The UN has called for action on wildlife crime, encouraging Member States to cooperate to prevent, combat, and eradicate wildlife crime through the use of international legal instruments, such as the UN Commission on Crime Prevention and Criminal Justice (CCPCJ) and the UN Convention Against Transnational Organized Crime (UNTOC). UNTOC is the primary international instrument in the struggle against transnational organized crime. UNTOC was adopted by the UN General Assembly on November 15, 2000, and has been ratified by 190 parties, including the United States. Three protocols currently exist under the UNTOC Convention, each targeting a specific transnational organized crime: trafficking in persons, smuggling of migrants, and trafficking in firearms.
In May 2022, the CCPCJ adopted a resolution co-sponsored by the United States reaffirming that UNTOC and its protocols “represent the principal worldwide legal instruments to prevent and combat the scourge of transnational organized crime, which affects individuals and societies in all countries,” and that the Convention “offers a broad scope for cooperation to address existing and emerging forms of transnational organized crime.” The CCPCJ noted that the existing UNTOC protocols have adopted internationally agreed-upon definitions, provided comprehensive frameworks to prevent and combat crimes, and led to increased capacity and more effective international cooperation in law enforcement.
UNTOC Member States and other stakeholders have called for the inclusion of wildlife crime under UNTOC for years, recognizing the need for global integration, cooperation, and action. Last year, the Presidents of Gabon and Costa Rica issued a Joint Statement calling for a new global agreement in the form of a fourth protocol to UNTOC to prevent and combat wildlife crime; they have since been joined by the leaders of Angola and Malawi. The European Commission also expressed support in the EU Strategy to tackle Organised Crime (2021-2025) for an UNTOC protocol.

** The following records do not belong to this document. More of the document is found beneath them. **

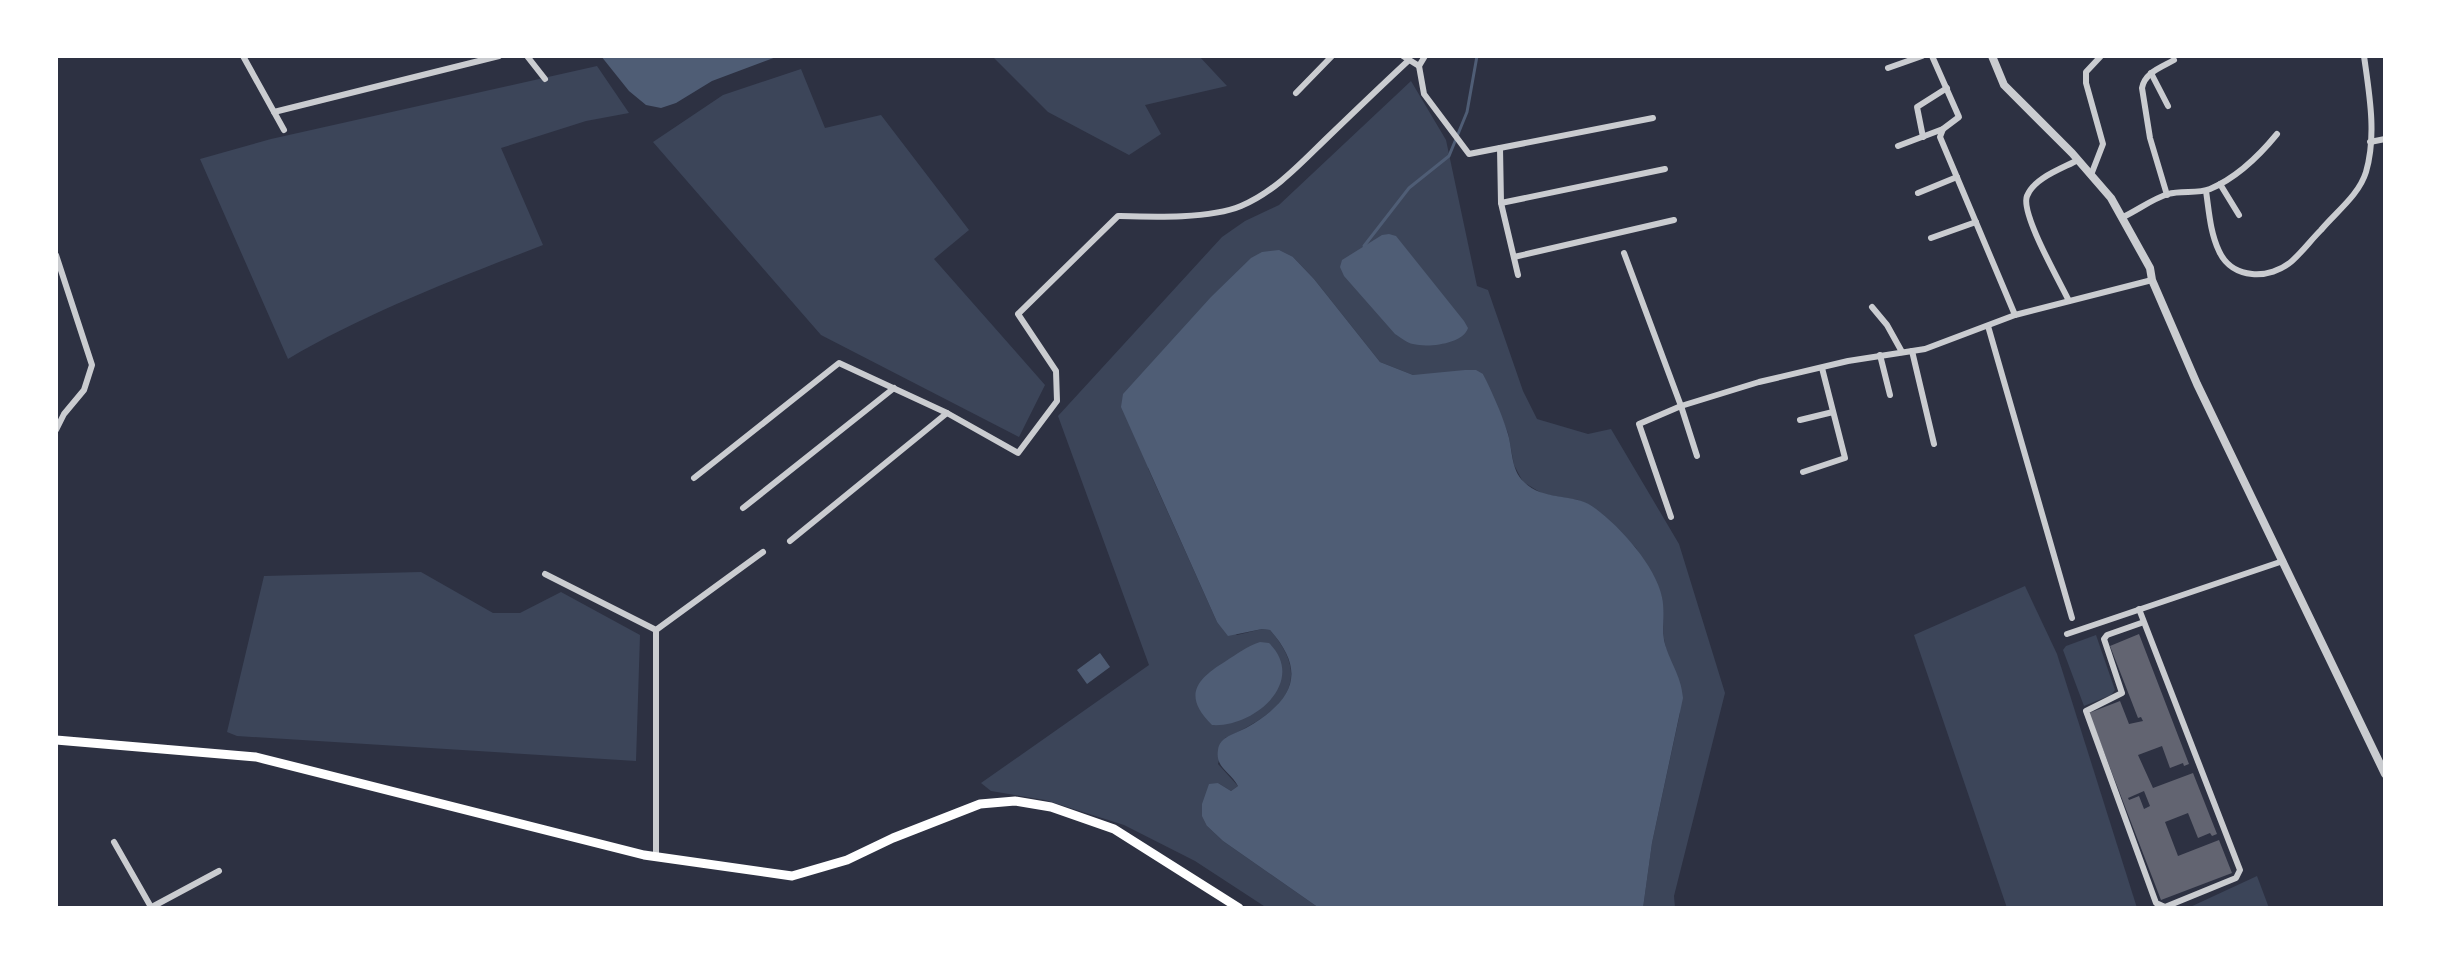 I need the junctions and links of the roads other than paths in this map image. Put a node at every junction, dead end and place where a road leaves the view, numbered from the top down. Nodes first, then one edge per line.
1 (255, 56) edge
2 (499, 56) edge
3 (527, 56) edge
4 (1332, 56) edge
5 (1425, 56) edge
6 (1922, 56) edge
7 (1932, 56) edge
8 (1992, 56) edge
9 (2101, 56) edge
10 (2364, 56) edge
11 (243, 57) edge
12 (1406, 58) edge
13 (2174, 60) dead end
14 (1419, 66) junction
15 (1888, 68) dead end
16 (2151, 73) junction
17 (545, 79) dead end
18 (1947, 88) junction
19 (1296, 93) dead end
20 (2168, 106) dead end
21 (274, 112) junction
22 (1653, 118) dead end
23 (1943, 129) junction
24 (284, 130) dead end
25 (2277, 134) dead end
26 (1923, 137) junction
27 (2385, 139) edge
28 (2370, 142) junction
29 (1898, 146) dead end
30 (1500, 148) junction
31 (2078, 160) junction
32 (1665, 169) dead end
33 (2091, 175) junction
34 (1957, 177) junction
35 (2220, 184) junction
36 (2206, 191) junction
37 (1918, 193) dead end
38 (2167, 195) junction
39 (1501, 203) junction
40 (2239, 215) dead end
41 (2123, 217) junction
42 (1674, 220) dead end
43 (1976, 222) junction
44 (1931, 238) dead end
45 (1624, 253) dead end
46 (56, 255) edge
47 (1514, 257) junction
48 (1518, 275) dead end
49 (2152, 280) junction
50 (2069, 301) junction
51 (1872, 307) dead end
52 (2015, 315) junction
53 (1988, 326) junction
54 (1912, 351) junction
55 (1902, 352) junction
56 (1880, 355) junction
57 (1822, 368) junction
58 (894, 388) junction
59 (1890, 395) dead end
60 (1681, 406) junction
61 (1833, 412) junction
62 (947, 413) junction
63 (1800, 420) dead end
64 (56, 430) edge
65 (1934, 444) dead end
66 (1697, 456) dead end
67 (1803, 472) dead end
68 (694, 478) dead end
69 (743, 508) dead end
70 (1671, 517) dead end
71 (790, 541) dead end
72 (763, 552) dead end
73 (2283, 561) junction
74 (545, 574) dead end
75 (2139, 609) junction
76 (2126, 614) junction
77 (2072, 618) dead end
78 (2144, 622) junction
79 (2131, 626) junction
80 (656, 630) junction
81 (2067, 634) dead end
82 (56, 740) edge
83 (2385, 774) edge
84 (114, 842) dead end
85 (656, 857) junction
86 (219, 871) dead end
87 (150, 908) edge
88 (1239, 908) edge

1 - 11 street
2 - 21 street
3 - 17 street
4 - 19 street
5 - 14 street
6 - 15 street
7 - 18 street
8 - 31 street
9 - 33 street
10 - 28 street
11 - 21 street
12 - 14 street
12 - 62 street
13 - 16 street
14 - 30 street
16 - 20 street
16 - 38 street
18 - 23 street
18 - 26 street
21 - 24 street
22 - 30 street
23 - 26 street
23 - 34 street
25 - 35 street
26 - 29 street
27 - 28 street
28 - 36 street
30 - 39 street
31 - 33 street
31 - 50 street
32 - 39 street
33 - 41 street
34 - 37 street
34 - 43 street
35 - 36 street
35 - 40 street
36 - 38 street
38 - 41 street
39 - 47 street
41 - 49 street
42 - 47 street
43 - 44 street
43 - 52 street
45 - 60 street
46 - 64 street
47 - 48 street
49 - 50 street
49 - 73 street
50 - 52 street
51 - 55 street
52 - 53 street
53 - 54 street
53 - 77 street
54 - 55 street
54 - 65 street
55 - 56 street
56 - 57 street
56 - 59 street
57 - 60 street
57 - 61 street
58 - 62 street
58 - 68 street
58 - 69 street
60 - 66 street
60 - 70 street
61 - 63 street
61 - 67 street
62 - 71 street
72 - 80 street
73 - 75 street
73 - 83 street
74 - 80 street
75 - 76 street
75 - 78 street
76 - 79 street
76 - 81 street
78 - 79 street
78 - 79 street
80 - 85 street
82 - 85 main road
84 - 87 street
85 - 88 main road
86 - 87 street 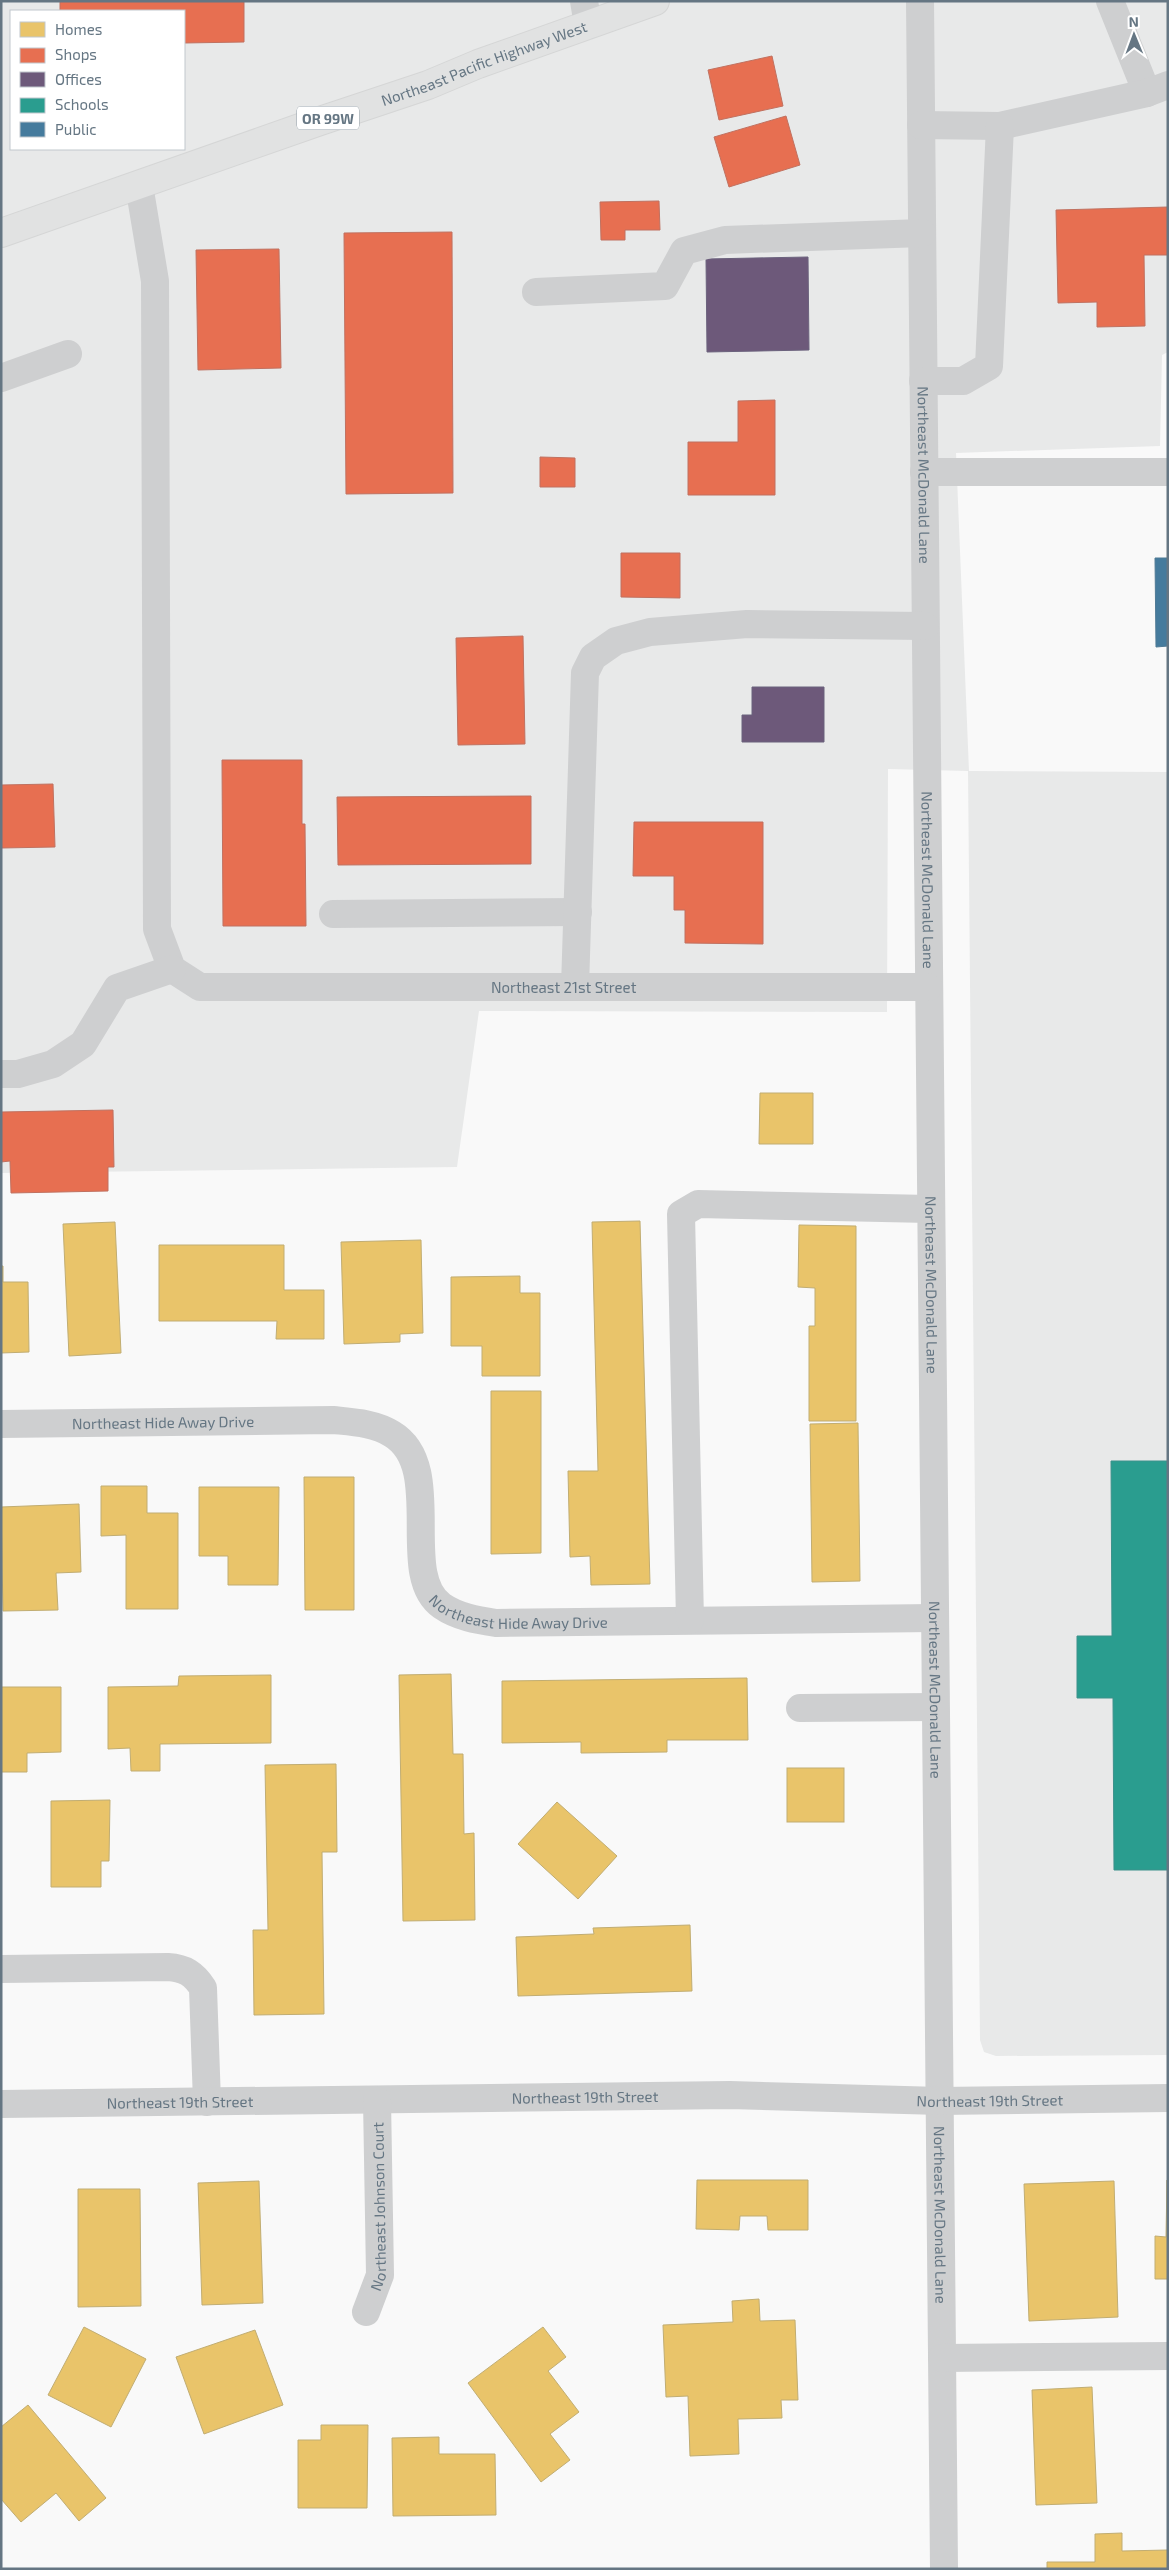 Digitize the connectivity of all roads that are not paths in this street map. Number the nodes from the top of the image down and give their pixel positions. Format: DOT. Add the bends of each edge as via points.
graph roads {
  1 [pos="655,1"];
  2 [pos="920,1"];
  3 [pos="1110,1"];
  4 [pos="586,13"];
  5 [pos="1157,89"];
  6 [pos="921,125"];
  7 [pos="1000,126"];
  8 [pos="138,184"];
  9 [pos="922,233"];
  10 [pos="1,234"];
  11 [pos="536,292"];
  12 [pos="68,354"];
  13 [pos="1,378"];
  14 [pos="923,381"];
  15 [pos="924,472"];
  16 [pos="1168,472"];
  17 [pos="925,626"];
  18 [pos="578,912"];
  19 [pos="333,914"];
  20 [pos="172,969"];
  21 [pos="575,987"];
  22 [pos="928,987"];
  23 [pos="1,1074"];
  24 [pos="930,1209"];
  25 [pos="1,1424"];
  26 [pos="934,1618"];
  27 [pos="690,1620"];
  28 [pos="935,1707"];
  29 [pos="800,1708"];
  30 [pos="1,1969"];
  31 [pos="1168,2098"];
  32 [pos="377,2100"];
  33 [pos="940,2101"];
  34 [pos="207,2102"];
  35 [pos="1,2104"];
  36 [pos="366,2312"];
  37 [pos="1168,2356"];
  38 [pos="942,2358"];
  39 [pos="944,2569"];
  1 -- 4 [label="highway, Northeast Pacific Highway West / OR 99W"];
  2 -- 6 [label="street, Northeast McDonald Lane"];
  3 -- 5 [label="street"];
  4 -- 8 [label="highway, Northeast Pacific Highway West / OR 99W" via="428,85"];
  5 -- 7 [label="street"];
  6 -- 7 [label="street"];
  6 -- 9 [label="street, Northeast McDonald Lane"];
  7 -- 14 [label="street" via="989,366 963,381"];
  8 -- 10 [label="highway, Northeast Pacific Highway West / OR 99W"];
  8 -- 20 [label="street" via="155,281 158,929"];
  9 -- 11 [label="street" via="725,240 684,251 665,286"];
  9 -- 14 [label="street, Northeast McDonald Lane"];
  12 -- 13 [label="street"];
  14 -- 15 [label="street, Northeast McDonald Lane"];
  15 -- 16 [label="street"];
  15 -- 17 [label="street, Northeast McDonald Lane"];
  17 -- 18 [label="street" via="747,624 650,632 616,641 593,657 585,673"];
  17 -- 22 [label="street, Northeast McDonald Lane"];
  18 -- 19 [label="street"];
  18 -- 21 [label="street"];
  20 -- 21 [label="street, Northeast 21st Street" via="200,987"];
  20 -- 23 [label="street" via="116,988 83,1044 53,1064 18,1074"];
  21 -- 22 [label="street, Northeast 21st Street"];
  22 -- 24 [label="street, Northeast McDonald Lane"];
  24 -- 26 [label="street, Northeast McDonald Lane"];
  24 -- 27 [label="street" via="698,1204 682,1214"];
  25 -- 27 [label="street, Northeast Hide Away Drive" via="333,1420 363,1423 392,1434 409,1450 420,1483 423,1572 430,1592 441,1606 469,1618 496,1623"];
  26 -- 27 [label="street, Northeast Hide Away Drive"];
  26 -- 28 [label="street, Northeast McDonald Lane"];
  28 -- 29 [label="street"];
  28 -- 33 [label="street, Northeast McDonald Lane"];
  30 -- 34 [label="street" via="168,1967 195,1975 203,1988"];
  31 -- 33 [label="street, Northeast 19th Street"];
  32 -- 33 [label="street, Northeast 19th Street" via="730,2095"];
  32 -- 34 [label="street, Northeast 19th Street"];
  32 -- 36 [label="street, Northeast Johnson Court" via="380,2275"];
  33 -- 38 [label="street, Northeast McDonald Lane"];
  34 -- 35 [label="street, Northeast 19th Street"];
  37 -- 38 [label="street"];
  38 -- 39 [label="street, Northeast McDonald Lane"];
}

A UNTOC protocol would serve several important purposes, namely, to: (1) define the term “wildlife crime” so that all Parties have a common understanding of the criminal activity at issue; (2) identify the measures that Parties would be called upon to adopt in their domestic laws to prevent and combat wildlife crime; and, critically, (3) identify transnational measures that would enhance cooperative global enforcement efforts to prevent and combat wildlife crime. It “would automatically trigger all of UNTOC’s provisions on international cooperation, mutual legal assistance, joint investigations, special investigative techniques (such as controlled deliveries), and law enforcement cooperation in tackling the illicit trafficking of wildlife.” A protocol could include, among other commitments, increasing the exchange of information between UNTOC parties (including on known organized groups suspected of illicit trafficking), enhancing border controls, and taking measures to discourage demand for illegally trafficked animals or plants.
Conclusion
We are at a crossroads. The biodiversity, extinction, pollution, and pandemic crises are overlapping and interconnected. Wildlife crime is a significant contributor to these crises; it harms both human and nonhuman animals and their communities. Now is the time for action, and an UNTOC protocol is one step toward combatting the devastation caused by wildlife crime.